One still hears a fair amount of discussion about who is likely to win the evangelical vote and the Jewish vote. One does not hear quite as much about which candidate is mostly likely to win the Unitarian vote, the Buddhist vote and the Quaker vote. And so, as a service to election watchers everywhere, I have compiled a modest list of issues that may be decisive in determining who gets the vote of one fellow who comes from a Unitarian family and who is now a practicing Buddhist Quaker. Whether this one fellow is representative of the Buddhist Quaker segment of the American population, I leave it to pollsters to determine. So here is a guide to what a presidential candidate has to pledge to do to earn my vote. The guide, of course, can be used to figure out who will get my vote for congressional representative and senator of my home and native state.
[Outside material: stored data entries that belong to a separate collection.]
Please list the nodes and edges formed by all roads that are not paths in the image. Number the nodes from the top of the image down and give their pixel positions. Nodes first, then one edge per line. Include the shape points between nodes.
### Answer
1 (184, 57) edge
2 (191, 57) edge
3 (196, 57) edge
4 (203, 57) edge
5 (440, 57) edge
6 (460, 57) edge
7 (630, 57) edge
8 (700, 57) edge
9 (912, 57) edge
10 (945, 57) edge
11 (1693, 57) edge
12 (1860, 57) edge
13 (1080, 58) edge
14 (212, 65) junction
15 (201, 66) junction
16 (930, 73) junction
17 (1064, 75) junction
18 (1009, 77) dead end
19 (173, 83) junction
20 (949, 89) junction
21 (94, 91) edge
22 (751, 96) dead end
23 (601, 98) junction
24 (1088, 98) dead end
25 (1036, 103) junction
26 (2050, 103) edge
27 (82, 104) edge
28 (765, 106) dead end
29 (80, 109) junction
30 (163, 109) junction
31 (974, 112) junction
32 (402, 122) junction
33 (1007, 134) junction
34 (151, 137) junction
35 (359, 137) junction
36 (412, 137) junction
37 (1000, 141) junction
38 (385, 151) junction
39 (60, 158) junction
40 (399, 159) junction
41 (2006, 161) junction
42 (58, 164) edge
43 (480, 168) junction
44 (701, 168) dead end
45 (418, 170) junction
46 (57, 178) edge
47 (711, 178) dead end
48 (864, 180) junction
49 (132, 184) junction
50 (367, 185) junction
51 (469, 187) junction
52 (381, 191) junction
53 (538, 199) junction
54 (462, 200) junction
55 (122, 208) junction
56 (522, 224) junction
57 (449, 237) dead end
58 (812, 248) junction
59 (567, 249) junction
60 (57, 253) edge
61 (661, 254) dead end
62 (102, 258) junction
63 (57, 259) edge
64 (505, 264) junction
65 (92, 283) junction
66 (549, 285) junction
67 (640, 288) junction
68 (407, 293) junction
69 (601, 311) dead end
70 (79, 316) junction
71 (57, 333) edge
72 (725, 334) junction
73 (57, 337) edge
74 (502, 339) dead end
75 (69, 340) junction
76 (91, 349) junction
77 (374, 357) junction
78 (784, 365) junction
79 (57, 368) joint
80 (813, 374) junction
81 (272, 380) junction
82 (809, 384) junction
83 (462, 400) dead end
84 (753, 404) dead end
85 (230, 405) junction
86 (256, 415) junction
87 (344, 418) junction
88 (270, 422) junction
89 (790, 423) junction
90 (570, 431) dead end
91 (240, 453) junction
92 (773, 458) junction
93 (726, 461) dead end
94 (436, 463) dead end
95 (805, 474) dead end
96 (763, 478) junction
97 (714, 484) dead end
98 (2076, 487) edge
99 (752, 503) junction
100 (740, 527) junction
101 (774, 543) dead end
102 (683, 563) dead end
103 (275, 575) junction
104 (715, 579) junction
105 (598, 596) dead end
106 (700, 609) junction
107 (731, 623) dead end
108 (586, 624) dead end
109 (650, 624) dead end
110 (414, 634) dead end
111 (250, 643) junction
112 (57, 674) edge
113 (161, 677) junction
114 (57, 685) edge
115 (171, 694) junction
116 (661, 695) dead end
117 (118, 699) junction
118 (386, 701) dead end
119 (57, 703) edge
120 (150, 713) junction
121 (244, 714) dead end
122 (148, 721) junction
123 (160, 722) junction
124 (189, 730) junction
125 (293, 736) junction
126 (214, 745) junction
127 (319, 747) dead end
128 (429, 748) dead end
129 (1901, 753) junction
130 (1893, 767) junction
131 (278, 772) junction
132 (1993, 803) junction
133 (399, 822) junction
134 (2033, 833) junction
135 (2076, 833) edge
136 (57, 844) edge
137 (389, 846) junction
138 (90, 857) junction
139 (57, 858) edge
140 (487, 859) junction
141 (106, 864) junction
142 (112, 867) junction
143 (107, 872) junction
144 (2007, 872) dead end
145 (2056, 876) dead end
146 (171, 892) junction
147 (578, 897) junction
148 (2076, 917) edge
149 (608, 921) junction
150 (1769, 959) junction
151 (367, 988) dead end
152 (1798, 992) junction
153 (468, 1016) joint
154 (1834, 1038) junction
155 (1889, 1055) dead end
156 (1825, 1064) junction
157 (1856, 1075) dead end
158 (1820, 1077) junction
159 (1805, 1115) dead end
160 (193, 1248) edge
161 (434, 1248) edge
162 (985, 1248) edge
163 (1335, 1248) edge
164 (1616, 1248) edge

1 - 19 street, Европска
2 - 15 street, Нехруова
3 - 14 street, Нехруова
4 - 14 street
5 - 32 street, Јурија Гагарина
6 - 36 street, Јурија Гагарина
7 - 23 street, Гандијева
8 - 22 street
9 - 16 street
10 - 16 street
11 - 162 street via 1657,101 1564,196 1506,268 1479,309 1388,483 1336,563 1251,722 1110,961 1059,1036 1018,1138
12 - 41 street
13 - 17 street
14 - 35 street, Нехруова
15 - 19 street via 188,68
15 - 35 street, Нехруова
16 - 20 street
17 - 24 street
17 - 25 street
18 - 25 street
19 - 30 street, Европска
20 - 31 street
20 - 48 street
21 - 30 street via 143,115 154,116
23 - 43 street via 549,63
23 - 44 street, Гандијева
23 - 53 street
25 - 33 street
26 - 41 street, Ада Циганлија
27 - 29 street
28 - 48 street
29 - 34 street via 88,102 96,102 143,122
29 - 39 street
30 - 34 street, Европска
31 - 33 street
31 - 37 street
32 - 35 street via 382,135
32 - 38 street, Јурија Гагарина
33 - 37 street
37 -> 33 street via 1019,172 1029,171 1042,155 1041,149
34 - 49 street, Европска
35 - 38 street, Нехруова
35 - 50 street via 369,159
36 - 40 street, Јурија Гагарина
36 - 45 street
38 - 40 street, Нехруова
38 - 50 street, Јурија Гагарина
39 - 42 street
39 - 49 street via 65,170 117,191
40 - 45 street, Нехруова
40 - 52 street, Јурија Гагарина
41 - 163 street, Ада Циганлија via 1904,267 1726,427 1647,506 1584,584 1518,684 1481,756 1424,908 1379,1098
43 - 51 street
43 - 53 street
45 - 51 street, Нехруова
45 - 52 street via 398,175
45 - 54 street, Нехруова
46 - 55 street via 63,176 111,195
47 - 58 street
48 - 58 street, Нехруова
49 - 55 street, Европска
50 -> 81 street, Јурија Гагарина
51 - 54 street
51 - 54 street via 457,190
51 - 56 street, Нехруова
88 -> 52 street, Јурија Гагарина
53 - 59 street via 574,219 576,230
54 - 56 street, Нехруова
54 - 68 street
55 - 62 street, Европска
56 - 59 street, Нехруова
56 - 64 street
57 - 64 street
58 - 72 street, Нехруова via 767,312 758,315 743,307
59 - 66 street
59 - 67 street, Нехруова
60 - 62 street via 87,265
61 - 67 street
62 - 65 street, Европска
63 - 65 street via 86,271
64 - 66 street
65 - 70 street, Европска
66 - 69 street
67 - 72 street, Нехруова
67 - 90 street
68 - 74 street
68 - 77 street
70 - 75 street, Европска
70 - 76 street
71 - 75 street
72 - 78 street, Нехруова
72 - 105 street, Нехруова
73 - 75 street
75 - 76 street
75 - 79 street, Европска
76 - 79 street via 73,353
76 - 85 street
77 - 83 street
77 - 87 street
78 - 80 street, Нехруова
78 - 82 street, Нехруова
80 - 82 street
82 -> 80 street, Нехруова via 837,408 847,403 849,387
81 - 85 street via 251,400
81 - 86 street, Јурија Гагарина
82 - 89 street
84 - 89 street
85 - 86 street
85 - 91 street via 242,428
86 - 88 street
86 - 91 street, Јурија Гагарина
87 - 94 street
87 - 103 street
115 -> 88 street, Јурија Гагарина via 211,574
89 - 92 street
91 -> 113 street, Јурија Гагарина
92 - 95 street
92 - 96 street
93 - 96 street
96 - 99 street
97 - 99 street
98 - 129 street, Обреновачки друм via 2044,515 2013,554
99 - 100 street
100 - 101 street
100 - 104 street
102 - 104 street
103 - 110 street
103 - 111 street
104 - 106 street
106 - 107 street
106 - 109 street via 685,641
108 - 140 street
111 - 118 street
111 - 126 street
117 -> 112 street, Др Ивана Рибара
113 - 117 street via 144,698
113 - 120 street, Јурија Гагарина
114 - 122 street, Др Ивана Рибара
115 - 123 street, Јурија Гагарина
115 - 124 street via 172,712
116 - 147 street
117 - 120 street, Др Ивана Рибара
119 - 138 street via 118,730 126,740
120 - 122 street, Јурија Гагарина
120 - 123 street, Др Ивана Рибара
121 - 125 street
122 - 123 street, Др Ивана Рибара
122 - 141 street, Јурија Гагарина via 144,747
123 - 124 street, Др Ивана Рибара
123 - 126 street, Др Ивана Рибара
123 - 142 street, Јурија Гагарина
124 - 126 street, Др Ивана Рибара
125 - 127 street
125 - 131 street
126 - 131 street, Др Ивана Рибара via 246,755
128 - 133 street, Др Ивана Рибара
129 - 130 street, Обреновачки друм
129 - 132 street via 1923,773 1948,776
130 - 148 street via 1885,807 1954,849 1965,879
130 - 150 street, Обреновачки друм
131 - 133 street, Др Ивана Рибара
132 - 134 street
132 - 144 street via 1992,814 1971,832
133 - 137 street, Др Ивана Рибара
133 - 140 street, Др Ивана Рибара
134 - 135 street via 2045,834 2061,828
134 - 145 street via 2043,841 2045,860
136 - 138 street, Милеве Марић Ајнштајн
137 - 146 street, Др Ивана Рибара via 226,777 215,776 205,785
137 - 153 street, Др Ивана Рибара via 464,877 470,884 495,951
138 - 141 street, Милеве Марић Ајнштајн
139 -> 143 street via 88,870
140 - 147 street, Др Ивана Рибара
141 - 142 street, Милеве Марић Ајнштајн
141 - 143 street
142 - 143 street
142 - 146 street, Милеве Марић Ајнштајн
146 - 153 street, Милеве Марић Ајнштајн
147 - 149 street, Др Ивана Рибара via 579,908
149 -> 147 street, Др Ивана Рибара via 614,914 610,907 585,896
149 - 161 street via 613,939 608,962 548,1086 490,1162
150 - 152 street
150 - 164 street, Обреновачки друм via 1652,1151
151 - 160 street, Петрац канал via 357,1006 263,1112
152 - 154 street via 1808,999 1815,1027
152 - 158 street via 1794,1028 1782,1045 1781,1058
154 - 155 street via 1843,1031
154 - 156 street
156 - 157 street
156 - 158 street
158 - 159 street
  1. Close all US military bases outside the 50 states, and reduce the military to a size no larger than what is needed to deal with domestic issues, such as providing disaster relief after storms, earthquakes and volcanic eruptions. (The Canadian military would be a good model to follow in reforming the US military. Worth considering is the Canadian model of a unified military service rather than having a navy, marine corps and air force separate from the army.)
  2. Dismantle all nuclear warheads and chemical weapons and find a safe way to dispose of the toxins contained therein.
  3. Open the borders to all citizens of every North, Central and South American country so that all people living in the Americas can move freely throughout the two continents of North and South America.
  4. Make Spanish and French official languages along with English.
  5. Enforce strong environmental laws. Make sure those already on the books are properly enforced and pass new standards and regulations in consultation with scientists.
  6. Build an infrastructure for generating electrical power by harnessing solar power, wind, geothermal energy and tidal forces.
  7. Start a national campaign to reeducate the public to use their own muscles for many tasks now done with the help of energy-consuming machines. Thus, instead of only seeking new ways to provide artificial forms of energy, reduce dependence on all forms of energy not generated by the human body.
  8. Bring in a system of universal health care in which no citizen or legal resident alien is deprived of basic medical coverage.
  9. Begin a national campaign to reeducate the public in preventive health measures. (Worth considering is a policy, similar to those in Singapore and Japan, of offering annual cash incentives to citizens who maintain their weight within healthy limits and who pass fitness tests, and fining those who do not.

  10. Abolish the death penalty throughout the country.
  11. Decriminalize narcotics and other recreational drugs and make available clinics in which those wishing to break addictions could receive effective therapy and where others could procure regulated drugs administered safely rather than having to rely on illegal sources.
  12. Take all prisons (and, ideally, hospitals and clinics) out of the hands of private ownership and for-profit management.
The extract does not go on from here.